Après la lecture du formidable
Patria, consacré aux séquelles de la lutte armée au pays basque espagnol, voici les 600 pages d'
Oiseaux de passage, la biographie d'un cinquantenaire décidé à consigner jour après jour les détails de sa vie jusqu'au moment où il se suicidera, puisqu'il s'accorde le délai d'un an pour mettre en ordre les morceaux épars de son existence.
Toni est habité par le sentiment de ses échecs et ravagé par un quotidien qui ne lui accorde plus grand plaisir, mais frustrations et humiliations. Son mariage avec la talentueuse Amalia, présentatrice à la radio, s'est achevé quand elle a décidé de vivre au grand jour son homosexualité et divorcé. Leur fils Nikita a été confié à la garde de sa mère, mais son éducation – ou absence d'éducation – en a fait un adolescent, puis un jeune adulte sans repères. Quant à son métier de professeur de philosophie, Toni le vit comme une contrainte essentiellement alimentaire. Pourquoi tenir à la vie quand elle vous envoie sans cesse dans des impasses ? Seuls réconforts sur ce chemin de solitude, l'affectueuse Pepa, sa chienne, et Pattarsouille, le copain d'enfance estropié par les attentats de la gare d'Atocha, à Madrid, en 2004.

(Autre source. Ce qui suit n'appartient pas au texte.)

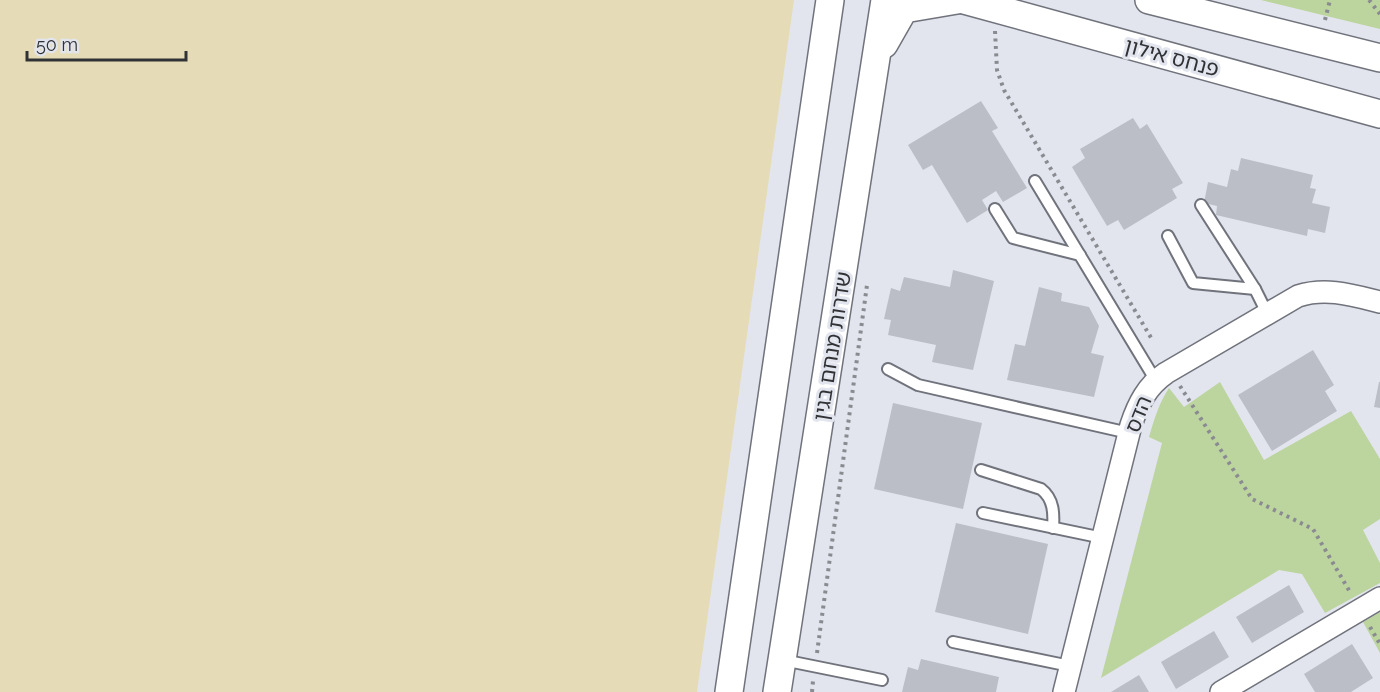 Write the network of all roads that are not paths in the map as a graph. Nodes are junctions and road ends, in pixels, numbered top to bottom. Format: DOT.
graph roads {
  1 [pos="830,0"];
  2 [pos="885,0"];
  3 [pos="957,0"];
  4 [pos="1149,0"];
  5 [pos="977,3"];
  6 [pos="877,55"];
  7 [pos="1380,58"];
  8 [pos="1380,114"];
  9 [pos="1035,181"];
  10 [pos="1201,205"];
  11 [pos="995,209"];
  12 [pos="1168,236"];
  13 [pos="1080,255"];
  14 [pos="1256,289"];
  15 [pos="1380,302"];
  16 [pos="1268,313"];
  17 [pos="888,369"];
  18 [pos="1163,376"];
  19 [pos="1129,433"];
  20 [pos="981,470"];
  21 [pos="983,513"];
  22 [pos="1053,528"];
  23 [pos="1103,538"];
  24 [pos="1380,598"];
  25 [pos="953,642"];
  26 [pos="783,660"];
  27 [pos="1070,666"];
  28 [pos="882,680"];
  29 [pos="729,692"];
  30 [pos="777,692"];
  31 [pos="1064,692"];
  32 [pos="1221,692"];
  1 -- 29 [label="street"];
  2 -- 6 [label="street, שדרות מנחם בגין"];
  3 -- 6 [label="street"];
  4 -- 7 [label="street"];
  5 -- 8 [label="street, פנחס אילון"];
  6 -- 26 [label="street, שדרות מנחם בגין"];
  9 -- 13 [label="lane"];
  10 -- 14 [label="lane"];
  11 -- 13 [label="lane"];
  12 -- 14 [label="lane"];
  13 -- 18 [label="lane"];
  14 -- 16 [label="lane"];
  15 -- 16 [label="street, הדס"];
  16 -- 18 [label="street, הדס"];
  17 -- 19 [label="lane"];
  18 -- 19 [label="street, הדס"];
  19 -- 23 [label="street, הדס"];
  20 -- 22 [label="lane"];
  21 -- 22 [label="lane"];
  22 -- 23 [label="lane"];
  23 -- 27 [label="street, הדס"];
  24 -- 32 [label="street"];
  25 -- 27 [label="lane"];
  26 -- 28 [label="lane"];
  26 -- 30 [label="street, שדרות מנחם בגין"];
  27 -- 31 [label="street, הדס"];
}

Ce gros, gros roman a l'ambition de faire le portrait d'une Espagne au bord de la crise de nerfs, pour paraphraser le film jubilatoire de
Pedro Almodóvar. Déliquescence du système éducatif, familles éclatées, dangers du séparatisme, franquisme, misère sexuelle, démence sénile, EHPAD, attentats terroristes, complaisance des médias, féminisme post-♯MeeToo, vous trouverez tout sur l'époque. Hélas, tout finit par devenir trop. Toni tient beaucoup d'un atrabilaire qui ne voit le monde que par le petit côté de la lorgnette. Il ronchonne, critique, rouspète, soupire, déplore sans jamais sortir de sa condition de mâle blessé. le récit se transforme en une longue plainte qui devient presque dérisoire face à l'apathie du protagoniste principal. le lecteur est saisi de l'envie irrépressible de saisir notre homme par les revers de sa veste et de le secouer un bon coup.
Là où un
Eshkol Nevo réussissait à nous embarquer dans
La dernière interview avec humour et dérision de soi,
Fernando Aramburu nous tire sans cesse par le paletot et on finit par y aller un peu à reculons. Dommage, le roman aurait gagné à être allégé pour nous emmener avec les
oiseaux de passage – les martinets qui veillent sur Toni – dans les cieux enfin dégagés de sa crise existentielle.